◆ Task goal ◆
Below is a block of records; repeat all of them exactly.

(The input begins)

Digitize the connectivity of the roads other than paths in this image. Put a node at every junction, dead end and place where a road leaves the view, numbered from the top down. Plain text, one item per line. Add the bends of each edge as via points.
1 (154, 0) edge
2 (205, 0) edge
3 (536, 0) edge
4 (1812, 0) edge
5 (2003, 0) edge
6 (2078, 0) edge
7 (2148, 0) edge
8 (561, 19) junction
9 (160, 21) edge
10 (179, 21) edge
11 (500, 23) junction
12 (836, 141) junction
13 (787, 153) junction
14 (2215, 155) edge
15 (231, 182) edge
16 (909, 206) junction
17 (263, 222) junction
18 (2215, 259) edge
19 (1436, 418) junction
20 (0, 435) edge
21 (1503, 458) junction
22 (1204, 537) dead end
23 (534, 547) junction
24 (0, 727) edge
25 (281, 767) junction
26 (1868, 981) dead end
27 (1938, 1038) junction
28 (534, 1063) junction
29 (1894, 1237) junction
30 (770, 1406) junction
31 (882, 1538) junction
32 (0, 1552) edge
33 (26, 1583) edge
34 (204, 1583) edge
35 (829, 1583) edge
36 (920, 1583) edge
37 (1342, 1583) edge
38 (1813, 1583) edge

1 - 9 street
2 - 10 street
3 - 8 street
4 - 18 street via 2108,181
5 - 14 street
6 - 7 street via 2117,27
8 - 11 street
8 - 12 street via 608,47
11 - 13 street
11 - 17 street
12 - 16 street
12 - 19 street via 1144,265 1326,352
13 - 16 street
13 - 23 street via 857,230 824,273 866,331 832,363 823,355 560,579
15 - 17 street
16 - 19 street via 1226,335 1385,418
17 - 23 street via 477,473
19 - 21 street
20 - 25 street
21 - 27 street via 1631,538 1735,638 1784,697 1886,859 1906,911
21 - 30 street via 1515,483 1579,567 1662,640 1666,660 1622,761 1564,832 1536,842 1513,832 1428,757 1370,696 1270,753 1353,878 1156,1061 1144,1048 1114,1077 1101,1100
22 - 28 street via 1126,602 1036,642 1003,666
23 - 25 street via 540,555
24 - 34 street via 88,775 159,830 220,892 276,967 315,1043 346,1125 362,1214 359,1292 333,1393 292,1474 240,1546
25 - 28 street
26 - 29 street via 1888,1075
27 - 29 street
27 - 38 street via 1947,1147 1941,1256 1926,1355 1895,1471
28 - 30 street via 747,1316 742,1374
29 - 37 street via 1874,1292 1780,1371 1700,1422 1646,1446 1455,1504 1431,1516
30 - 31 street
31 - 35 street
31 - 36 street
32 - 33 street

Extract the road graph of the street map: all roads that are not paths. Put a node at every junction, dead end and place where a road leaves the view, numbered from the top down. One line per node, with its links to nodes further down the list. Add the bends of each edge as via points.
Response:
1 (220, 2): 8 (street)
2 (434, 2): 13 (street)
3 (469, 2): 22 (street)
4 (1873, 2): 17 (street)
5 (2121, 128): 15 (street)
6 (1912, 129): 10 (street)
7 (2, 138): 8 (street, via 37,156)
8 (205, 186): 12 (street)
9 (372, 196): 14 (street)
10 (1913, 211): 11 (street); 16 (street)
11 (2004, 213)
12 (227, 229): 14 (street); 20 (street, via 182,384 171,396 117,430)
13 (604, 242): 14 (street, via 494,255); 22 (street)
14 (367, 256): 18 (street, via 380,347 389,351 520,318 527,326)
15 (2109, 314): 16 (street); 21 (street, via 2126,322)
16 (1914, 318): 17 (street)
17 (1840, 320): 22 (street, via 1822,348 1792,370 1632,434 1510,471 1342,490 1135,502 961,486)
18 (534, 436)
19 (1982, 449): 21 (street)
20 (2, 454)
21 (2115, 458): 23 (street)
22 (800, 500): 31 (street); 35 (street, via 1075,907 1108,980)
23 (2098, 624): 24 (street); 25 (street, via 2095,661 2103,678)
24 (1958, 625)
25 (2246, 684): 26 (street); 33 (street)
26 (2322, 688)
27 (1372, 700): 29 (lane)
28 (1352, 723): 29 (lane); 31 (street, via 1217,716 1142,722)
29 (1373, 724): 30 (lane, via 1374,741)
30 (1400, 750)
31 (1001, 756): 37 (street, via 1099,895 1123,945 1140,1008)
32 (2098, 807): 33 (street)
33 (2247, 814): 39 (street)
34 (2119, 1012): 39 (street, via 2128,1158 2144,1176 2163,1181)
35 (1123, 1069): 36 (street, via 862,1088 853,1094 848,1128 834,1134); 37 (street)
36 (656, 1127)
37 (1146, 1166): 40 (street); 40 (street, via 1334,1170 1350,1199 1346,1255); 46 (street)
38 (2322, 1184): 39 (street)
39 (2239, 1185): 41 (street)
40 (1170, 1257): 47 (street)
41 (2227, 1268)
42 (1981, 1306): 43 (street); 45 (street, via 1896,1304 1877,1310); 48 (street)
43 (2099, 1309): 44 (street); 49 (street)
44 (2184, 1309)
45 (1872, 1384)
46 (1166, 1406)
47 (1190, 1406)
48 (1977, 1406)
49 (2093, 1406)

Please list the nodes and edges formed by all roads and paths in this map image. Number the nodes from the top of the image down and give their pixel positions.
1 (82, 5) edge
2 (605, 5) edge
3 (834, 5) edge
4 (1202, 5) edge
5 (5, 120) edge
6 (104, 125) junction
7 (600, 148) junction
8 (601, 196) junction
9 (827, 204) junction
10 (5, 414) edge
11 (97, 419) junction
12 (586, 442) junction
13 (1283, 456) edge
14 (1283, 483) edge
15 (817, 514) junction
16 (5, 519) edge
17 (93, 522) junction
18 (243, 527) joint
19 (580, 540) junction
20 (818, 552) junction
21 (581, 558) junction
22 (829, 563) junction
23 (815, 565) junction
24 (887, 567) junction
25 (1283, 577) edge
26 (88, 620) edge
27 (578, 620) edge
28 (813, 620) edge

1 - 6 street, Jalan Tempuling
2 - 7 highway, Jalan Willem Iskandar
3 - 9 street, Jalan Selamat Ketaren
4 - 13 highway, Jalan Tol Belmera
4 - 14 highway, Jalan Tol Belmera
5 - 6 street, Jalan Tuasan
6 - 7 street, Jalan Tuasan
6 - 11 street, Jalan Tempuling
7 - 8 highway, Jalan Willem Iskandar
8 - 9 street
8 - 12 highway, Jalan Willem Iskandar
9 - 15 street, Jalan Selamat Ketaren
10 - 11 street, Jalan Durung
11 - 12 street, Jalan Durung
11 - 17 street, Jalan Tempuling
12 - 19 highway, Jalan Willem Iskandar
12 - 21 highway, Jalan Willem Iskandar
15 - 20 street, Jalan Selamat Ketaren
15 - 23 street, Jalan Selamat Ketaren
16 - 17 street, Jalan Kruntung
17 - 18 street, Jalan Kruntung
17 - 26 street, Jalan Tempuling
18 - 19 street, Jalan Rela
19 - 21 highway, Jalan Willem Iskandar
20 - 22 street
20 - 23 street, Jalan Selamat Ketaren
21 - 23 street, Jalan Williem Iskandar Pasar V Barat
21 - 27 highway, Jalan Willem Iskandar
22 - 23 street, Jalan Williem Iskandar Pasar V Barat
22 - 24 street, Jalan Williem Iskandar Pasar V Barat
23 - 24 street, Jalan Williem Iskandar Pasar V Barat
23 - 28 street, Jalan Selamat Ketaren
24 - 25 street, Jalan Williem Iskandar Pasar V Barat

(The input ends)

◆ Solution to the problem ◆
Digitize the connectivity of the roads other than paths in this image. Put a node at every junction, dead end and place where a road leaves the view, numbered from the top down. Plain text, one item per line. Add the bends of each edge as via points.
1 (154, 0) edge
2 (205, 0) edge
3 (536, 0) edge
4 (1812, 0) edge
5 (2003, 0) edge
6 (2078, 0) edge
7 (2148, 0) edge
8 (561, 19) junction
9 (160, 21) edge
10 (179, 21) edge
11 (500, 23) junction
12 (836, 141) junction
13 (787, 153) junction
14 (2215, 155) edge
15 (231, 182) edge
16 (909, 206) junction
17 (263, 222) junction
18 (2215, 259) edge
19 (1436, 418) junction
20 (0, 435) edge
21 (1503, 458) junction
22 (1204, 537) dead end
23 (534, 547) junction
24 (0, 727) edge
25 (281, 767) junction
26 (1868, 981) dead end
27 (1938, 1038) junction
28 (534, 1063) junction
29 (1894, 1237) junction
30 (770, 1406) junction
31 (882, 1538) junction
32 (0, 1552) edge
33 (26, 1583) edge
34 (204, 1583) edge
35 (829, 1583) edge
36 (920, 1583) edge
37 (1342, 1583) edge
38 (1813, 1583) edge

1 - 9 street
2 - 10 street
3 - 8 street
4 - 18 street via 2108,181
5 - 14 street
6 - 7 street via 2117,27
8 - 11 street
8 - 12 street via 608,47
11 - 13 street
11 - 17 street
12 - 16 street
12 - 19 street via 1144,265 1326,352
13 - 16 street
13 - 23 street via 857,230 824,273 866,331 832,363 823,355 560,579
15 - 17 street
16 - 19 street via 1226,335 1385,418
17 - 23 street via 477,473
19 - 21 street
20 - 25 street
21 - 27 street via 1631,538 1735,638 1784,697 1886,859 1906,911
21 - 30 street via 1515,483 1579,567 1662,640 1666,660 1622,761 1564,832 1536,842 1513,832 1428,757 1370,696 1270,753 1353,878 1156,1061 1144,1048 1114,1077 1101,1100
22 - 28 street via 1126,602 1036,642 1003,666
23 - 25 street via 540,555
24 - 34 street via 88,775 159,830 220,892 276,967 315,1043 346,1125 362,1214 359,1292 333,1393 292,1474 240,1546
25 - 28 street
26 - 29 street via 1888,1075
27 - 29 street
27 - 38 street via 1947,1147 1941,1256 1926,1355 1895,1471
28 - 30 street via 747,1316 742,1374
29 - 37 street via 1874,1292 1780,1371 1700,1422 1646,1446 1455,1504 1431,1516
30 - 31 street
31 - 35 street
31 - 36 street
32 - 33 street

Extract the road graph of the street map: all roads that are not paths. Put a node at every junction, dead end and place where a road leaves the view, numbered from the top down. One line per node, with its links to nodes further down the list. Add the bends of each edge as via points.
Response:
1 (220, 2): 8 (street)
2 (434, 2): 13 (street)
3 (469, 2): 22 (street)
4 (1873, 2): 17 (street)
5 (2121, 128): 15 (street)
6 (1912, 129): 10 (street)
7 (2, 138): 8 (street, via 37,156)
8 (205, 186): 12 (street)
9 (372, 196): 14 (street)
10 (1913, 211): 11 (street); 16 (street)
11 (2004, 213)
12 (227, 229): 14 (street); 20 (street, via 182,384 171,396 117,430)
13 (604, 242): 14 (street, via 494,255); 22 (street)
14 (367, 256): 18 (street, via 380,347 389,351 520,318 527,326)
15 (2109, 314): 16 (street); 21 (street, via 2126,322)
16 (1914, 318): 17 (street)
17 (1840, 320): 22 (street, via 1822,348 1792,370 1632,434 1510,471 1342,490 1135,502 961,486)
18 (534, 436)
19 (1982, 449): 21 (street)
20 (2, 454)
21 (2115, 458): 23 (street)
22 (800, 500): 31 (street); 35 (street, via 1075,907 1108,980)
23 (2098, 624): 24 (street); 25 (street, via 2095,661 2103,678)
24 (1958, 625)
25 (2246, 684): 26 (street); 33 (street)
26 (2322, 688)
27 (1372, 700): 29 (lane)
28 (1352, 723): 29 (lane); 31 (street, via 1217,716 1142,722)
29 (1373, 724): 30 (lane, via 1374,741)
30 (1400, 750)
31 (1001, 756): 37 (street, via 1099,895 1123,945 1140,1008)
32 (2098, 807): 33 (street)
33 (2247, 814): 39 (street)
34 (2119, 1012): 39 (street, via 2128,1158 2144,1176 2163,1181)
35 (1123, 1069): 36 (street, via 862,1088 853,1094 848,1128 834,1134); 37 (street)
36 (656, 1127)
37 (1146, 1166): 40 (street); 40 (street, via 1334,1170 1350,1199 1346,1255); 46 (street)
38 (2322, 1184): 39 (street)
39 (2239, 1185): 41 (street)
40 (1170, 1257): 47 (street)
41 (2227, 1268)
42 (1981, 1306): 43 (street); 45 (street, via 1896,1304 1877,1310); 48 (street)
43 (2099, 1309): 44 (street); 49 (street)
44 (2184, 1309)
45 (1872, 1384)
46 (1166, 1406)
47 (1190, 1406)
48 (1977, 1406)
49 (2093, 1406)

Please list the nodes and edges formed by all roads and paths in this map image. Number the nodes from the top of the image down and give their pixel positions.
1 (82, 5) edge
2 (605, 5) edge
3 (834, 5) edge
4 (1202, 5) edge
5 (5, 120) edge
6 (104, 125) junction
7 (600, 148) junction
8 (601, 196) junction
9 (827, 204) junction
10 (5, 414) edge
11 (97, 419) junction
12 (586, 442) junction
13 (1283, 456) edge
14 (1283, 483) edge
15 (817, 514) junction
16 (5, 519) edge
17 (93, 522) junction
18 (243, 527) joint
19 (580, 540) junction
20 (818, 552) junction
21 (581, 558) junction
22 (829, 563) junction
23 (815, 565) junction
24 (887, 567) junction
25 (1283, 577) edge
26 (88, 620) edge
27 (578, 620) edge
28 (813, 620) edge

1 - 6 street, Jalan Tempuling
2 - 7 highway, Jalan Willem Iskandar
3 - 9 street, Jalan Selamat Ketaren
4 - 13 highway, Jalan Tol Belmera
4 - 14 highway, Jalan Tol Belmera
5 - 6 street, Jalan Tuasan
6 - 7 street, Jalan Tuasan
6 - 11 street, Jalan Tempuling
7 - 8 highway, Jalan Willem Iskandar
8 - 9 street
8 - 12 highway, Jalan Willem Iskandar
9 - 15 street, Jalan Selamat Ketaren
10 - 11 street, Jalan Durung
11 - 12 street, Jalan Durung
11 - 17 street, Jalan Tempuling
12 - 19 highway, Jalan Willem Iskandar
12 - 21 highway, Jalan Willem Iskandar
15 - 20 street, Jalan Selamat Ketaren
15 - 23 street, Jalan Selamat Ketaren
16 - 17 street, Jalan Kruntung
17 - 18 street, Jalan Kruntung
17 - 26 street, Jalan Tempuling
18 - 19 street, Jalan Rela
19 - 21 highway, Jalan Willem Iskandar
20 - 22 street
20 - 23 street, Jalan Selamat Ketaren
21 - 23 street, Jalan Williem Iskandar Pasar V Barat
21 - 27 highway, Jalan Willem Iskandar
22 - 23 street, Jalan Williem Iskandar Pasar V Barat
22 - 24 street, Jalan Williem Iskandar Pasar V Barat
23 - 24 street, Jalan Williem Iskandar Pasar V Barat
23 - 28 street, Jalan Selamat Ketaren
24 - 25 street, Jalan Williem Iskandar Pasar V Barat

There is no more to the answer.